Unexploded is the third book in this year’s attempt to make my way through the Booker Long list. It is set in Brighton during the second world war. The main protagonist is Evelyn, an intelligent young woman who gave up the chance of university for marriage to bank manager Geoffrey – a match her parents, from next door Hove think is beneath her ( anyone who knows anyone who has lived in ‘Hove’ will relate to this). The pair, who have a son called Phillip, have a reasonable comfortable life before the war begins, but its onset starts to expose cracks in their relationship.
Whilst Geoffrey is drawn more and more into the home front support of the war, becoming the commander of a local “enemy aliens” internment camp, Evelyn through her love of art and literature (in particular, Virginia Wolfe) starts to question if things really are as black and white as life in wartime Brighton, with its undercurrent of local anti-semitism, would have her believe. As problems between her and Geoffrey get exacerbated, both turn to others to try and reignite their desires. Meanwhile their son is caught in the middle and mostly overlooked by parents too caught up in their own worlds to make sure he is safe and knows what he should and should not be doing.
This is a nicely written book. It feels well researched. It paints a vivid picture of life in a seaside town during the war and, in particular, of one which could be an Nazi invasion point.
It also captures nicely the battle between a free thinking, art loving, bohemian world and one where even when fighting on the side of the ‘good guys’ more authoritarian thoughts and desires take hold and some admiration and agreement with some of the goals of the enemy also permeate polite society.

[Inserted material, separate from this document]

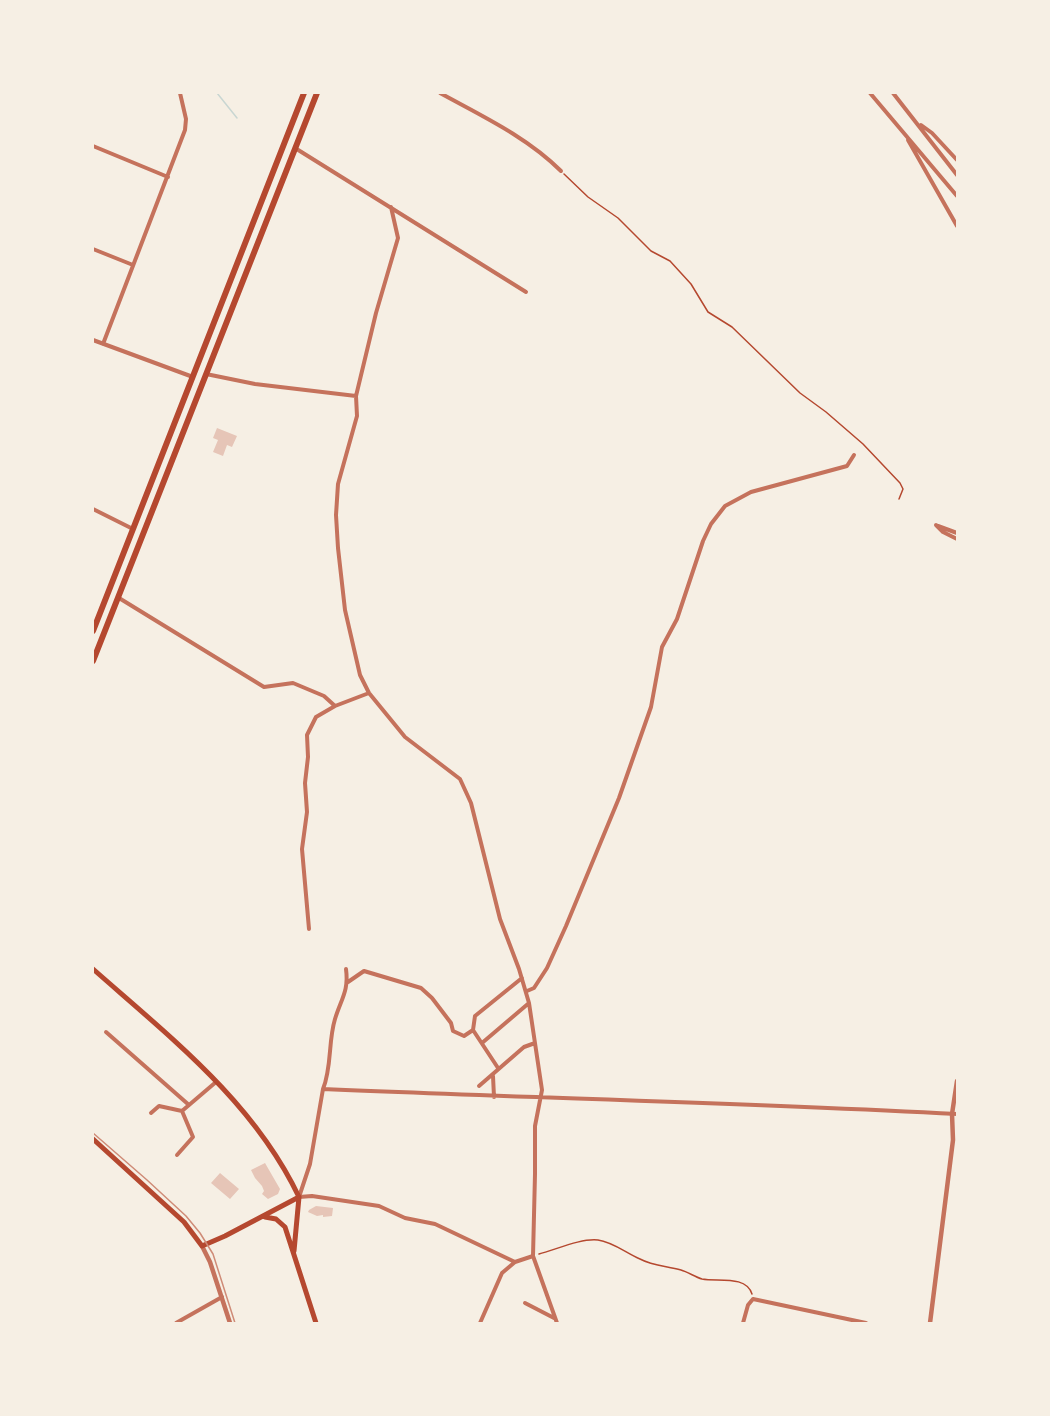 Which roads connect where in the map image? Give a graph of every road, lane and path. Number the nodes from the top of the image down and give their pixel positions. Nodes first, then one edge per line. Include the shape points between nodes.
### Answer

And yet … I didn’t really care. I finished this book, with the same feeling I have gotten over the years finishing books by Evelyn’s heroine, Virginia Wolfe, underwhelmed. I did like the (hopefully intentional) Dad’s Army in joke of making Geoffrey a Bank Manager and then getting him involved in the home front, and there is no denying that there is some wonderful prose on show throughout the novel, but I just didn’t care what happened to any of the characters.